1921 and all that

I’m attempting to write my first novel. It’s a murder mystery, for nine to eleven year olds, which is set in 1921. Before I started, I didn’t realise how much extra work I may have created for myself.

I can’t really remember why I decided on 1921, but as the story has started to evolve, I’m trying to make sure that the world that my characters walk around in is as historically accurate as possible. As a teacher and parent, I know that pre-teens learn an awful lot about history from what they read – I certainly did myself – and feel it only right to make sure that I’m not mis-representing the era for them. So I’m determined to get it right.

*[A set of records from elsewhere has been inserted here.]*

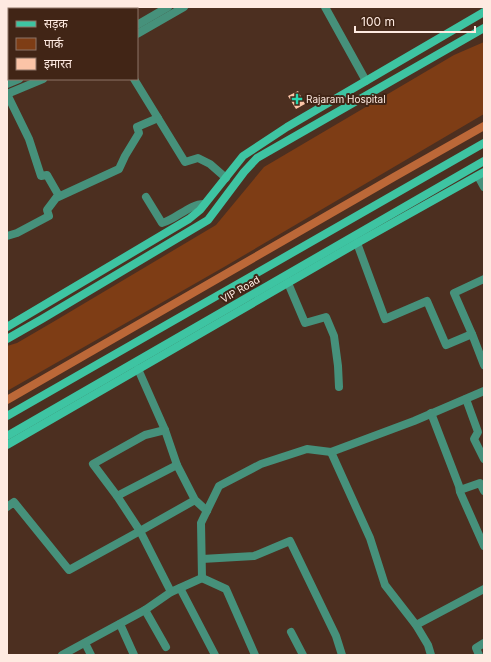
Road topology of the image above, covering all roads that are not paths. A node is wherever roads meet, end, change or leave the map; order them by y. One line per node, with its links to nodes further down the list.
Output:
1 (168, 7): 5 (street)
2 (184, 7): 7 (street)
3 (325, 7): 11 (street)
4 (484, 12): 11 (street)
5 (138, 24)
6 (484, 28): 23 (street)
7 (138, 33)
8 (17, 80): 12 (street)
9 (41, 80): 13 (street)
10 (135, 80): 14 (street)
11 (366, 81): 18 (street)
12 (7, 84)
13 (7, 94): 21 (street)
14 (158, 118): 18 (street); 21 (street)
15 (484, 143): 39 (street, VIP Road)
16 (484, 161): 29 (street, VIP Road)
17 (481, 174): 19 (street); 26 (street, VIP Road)
18 (226, 178): 20 (street)
19 (484, 187)
20 (212, 195): 23 (street); 24 (street)
21 (59, 196): 25 (street)
22 (146, 197): 24 (street)
23 (220, 202): 32 (street)
24 (204, 204): 30 (street)
25 (7, 236)
26 (357, 243): 28 (street, VIP Road); 31 (street)
27 (484, 279): 31 (street)
28 (288, 283): 29 (street, VIP Road); 35 (street)
29 (250, 300): 34 (street, VIP Road); 41 (street, VIP Road)
30 (7, 327)
31 (472, 334): 33 (street)
32 (7, 339)
33 (484, 365)
34 (138, 370): 40 (street); 42 (street, VIP Road)
35 (339, 387)
36 (484, 390): 37 (street)
37 (466, 399): 38 (street); 44 (street)
38 (431, 413): 43 (street); 46 (street)
39 (7, 416)
40 (165, 430): 45 (street); 48 (street)
41 (7, 436)
42 (7, 445)
43 (331, 452): 51 (street); 61 (street)
44 (484, 459)
45 (177, 465): 48 (street); 49 (street)
46 (460, 490): 47 (street); 53 (street)
47 (484, 491)
48 (117, 496): 52 (street)
49 (195, 500): 51 (street); 52 (street)
50 (7, 507): 52 (street)
51 (207, 512): 54 (street)
52 (140, 531): 58 (street)
53 (484, 546)
54 (202, 559): 55 (street); 72 (street)
55 (202, 578): 56 (street); 70 (street)
56 (180, 588): 58 (street); 69 (street)
57 (484, 589): 61 (street)
58 (171, 592): 59 (street)
59 (145, 610): 60 (street); 65 (street)
60 (120, 624): 63 (street); 68 (street)
61 (416, 625): 73 (street)
62 (291, 632): 71 (street)
63 (85, 643): 66 (street); 67 (street)
64 (484, 643): 74 (street)
65 (166, 647)
66 (62, 655)
67 (91, 655)
68 (134, 655)
69 (215, 655)
70 (255, 655)
71 (303, 655)
72 (342, 655)
73 (431, 655)
74 (478, 655)

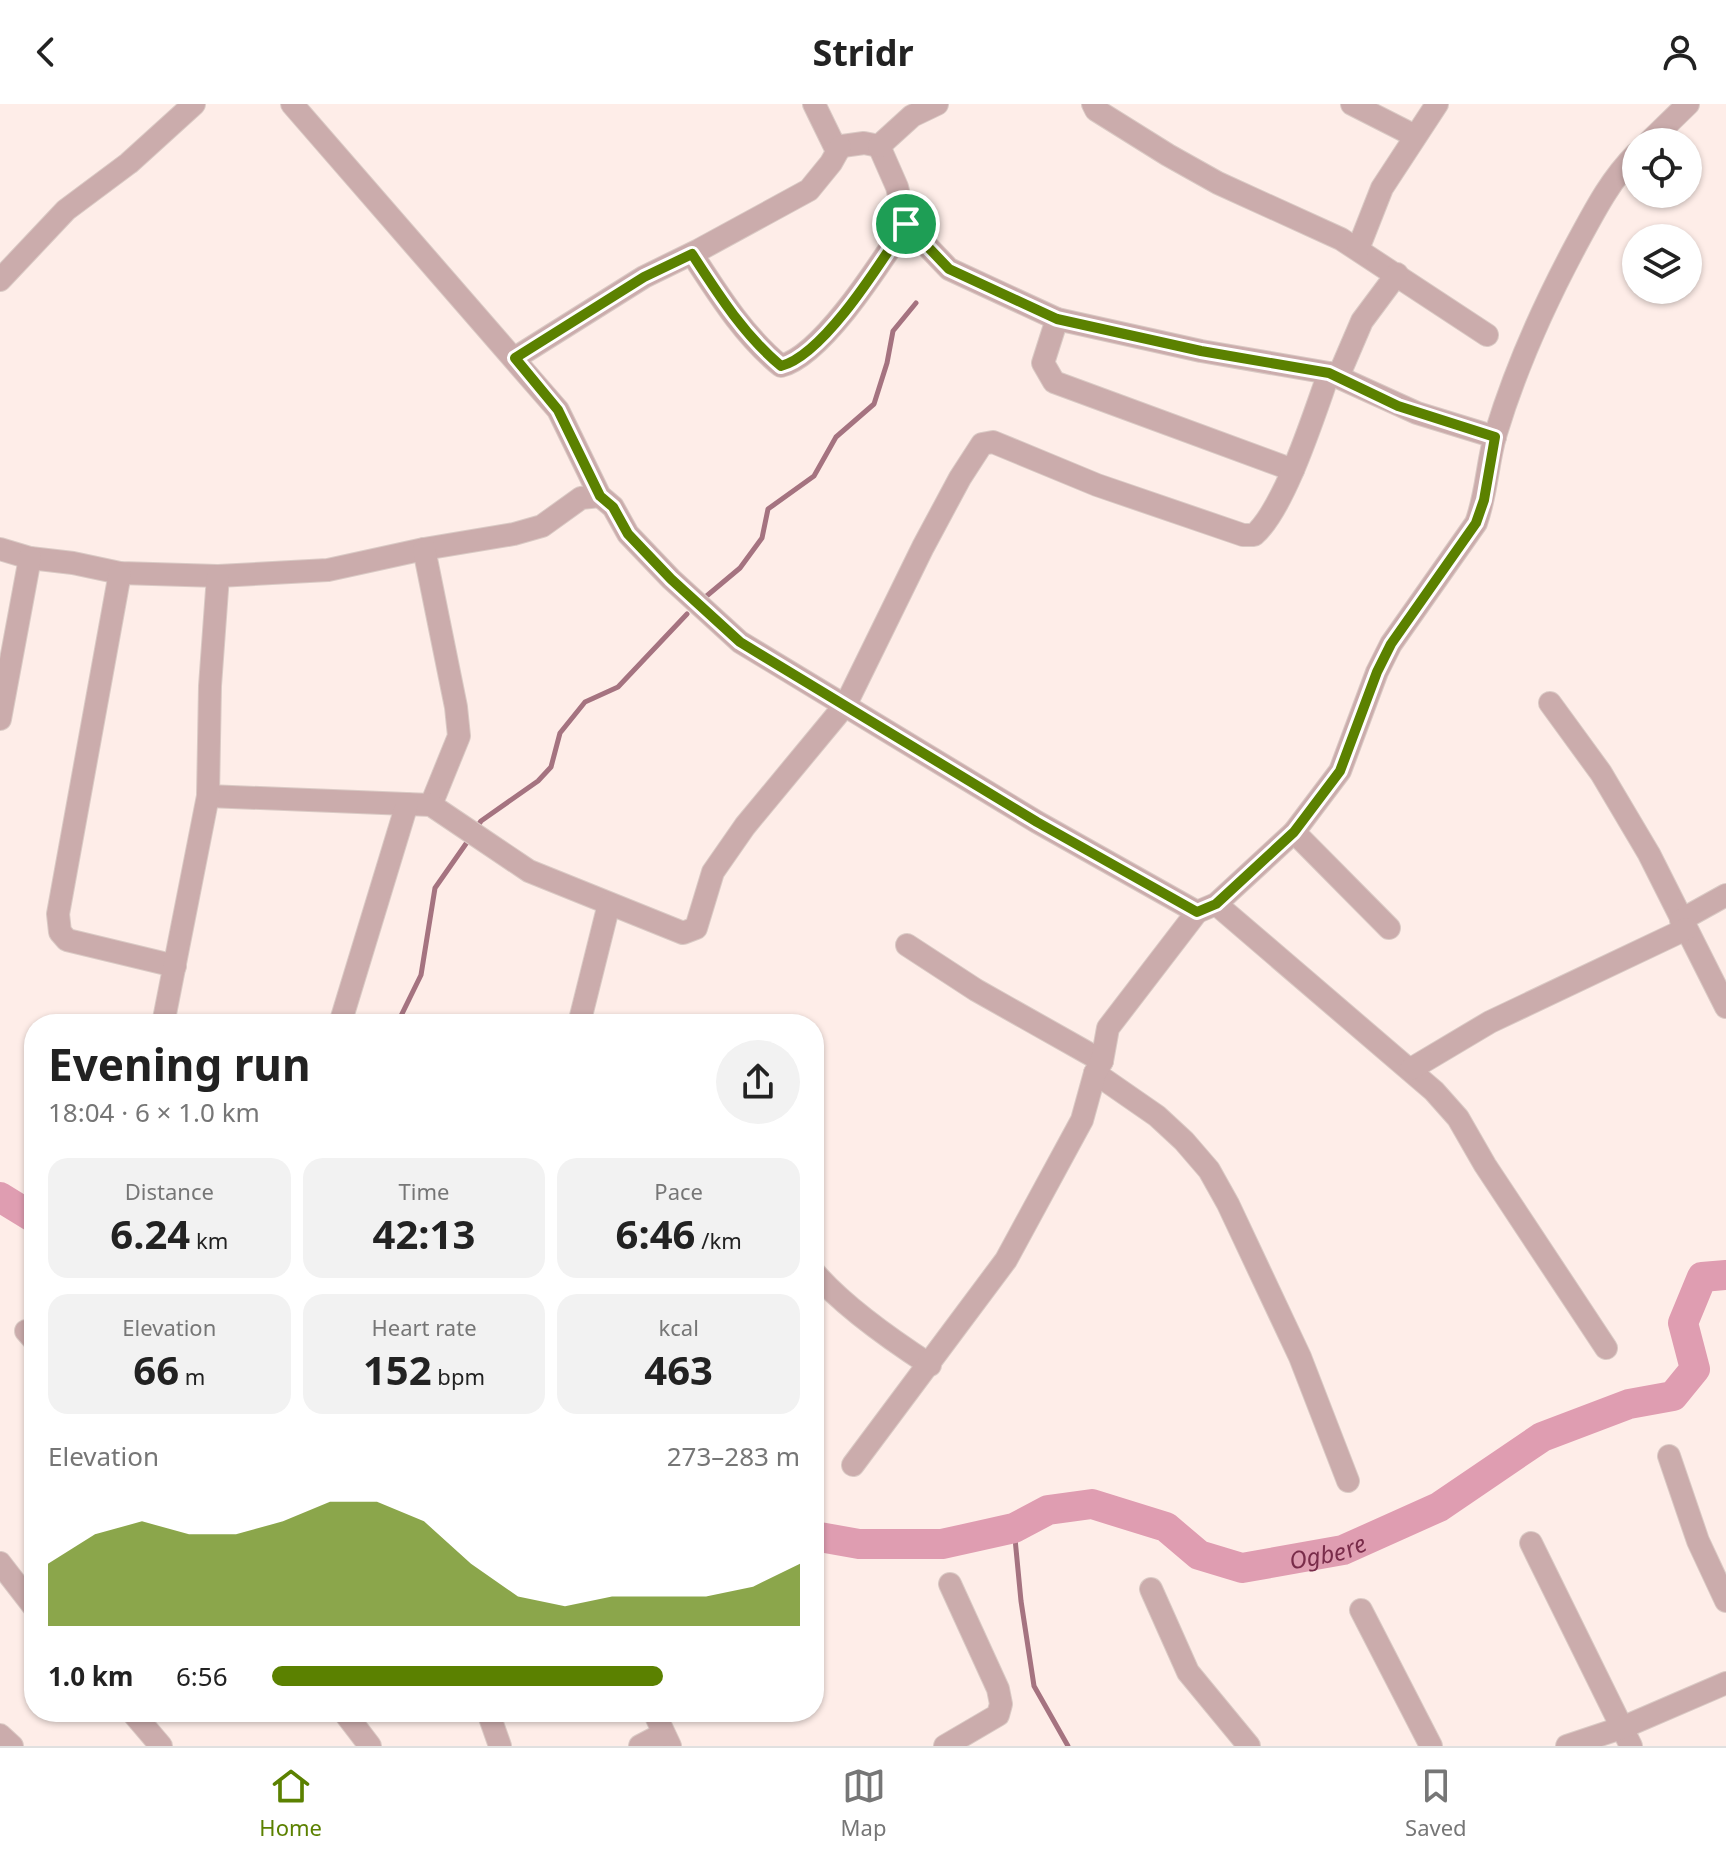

And what do I know about 1921? Well, very little as it turns out. When I did my degree in English Language and Literature, I did a whole half-term of Modernist Literature – but James Joyce, Virginia Woolf and D.H.Lawrence didn’t write for children, or even about children (unless you count all that ‘Moo cow, moo cow’ stuff from ‘The Portrait of an Artist as a Young Man’). I’ve quickly realised that writing a novel with a historical setting is going to require a good deal of research.

Yesterday morning, I was trying to write a scene where two women were returning from a night out. Where had they been? Who would they have been with? What kind of transport would have been used to get them home? Cue two hours of looking at photographs of trams and buses, trying to find out what times they were likely have run until in a town in 1921, whether they had conductors, what they smelt like, what fabric the seats had, how much it would have cost, whether women would have felt safe walking from the bus stop to home on their own, whether they should have a male escort… Until I decided that, well they’re middle-class ladies, so maybe it would be more realistic for them to hire a cab. But would you ring for a taxi, get your maid to flag one down, what kind of car would it be, would the driver speak to them…. My two ladies, in two hours of ‘writing’ had not quite made it home yet, but I do now have some lovely pictures of buses, trams and cars on the wall of my office.

Clothes, I can cope with. I’ve bought a copy of a fashion sourcebook for 1920s British fashion. It’s great as it shows you exactly what people would have worn for different occasions, for each specific year, what materials clothes would be made out of, and their accessories. As long as they are middle or upper-class adults. If the character is working-class, or a child, I’m still pretty clueless.

Part of me thinks that it would be easier to give my novel a more contemporary setting, but I can only imagine the perils of writing a murder mystery with the issues of CCTV, modern forensics and the internet to deal with.

So if anybody has ANY useful nuggets of information about what ‘things were like’ in 1921, or can point me in the right direction, I’d love to hear from you.

For now, I’m going to get back to choosing my murder weapon and worrying about what type of underwear a fourteen year old maid may have worn!

3 thoughts on “1921 and all that

  1. You are very brave to write a children’s story that takes place in 1921. I find t difficult enough to write about current times in my children´s stories. But the research would be fun. Best of luck. I love that era!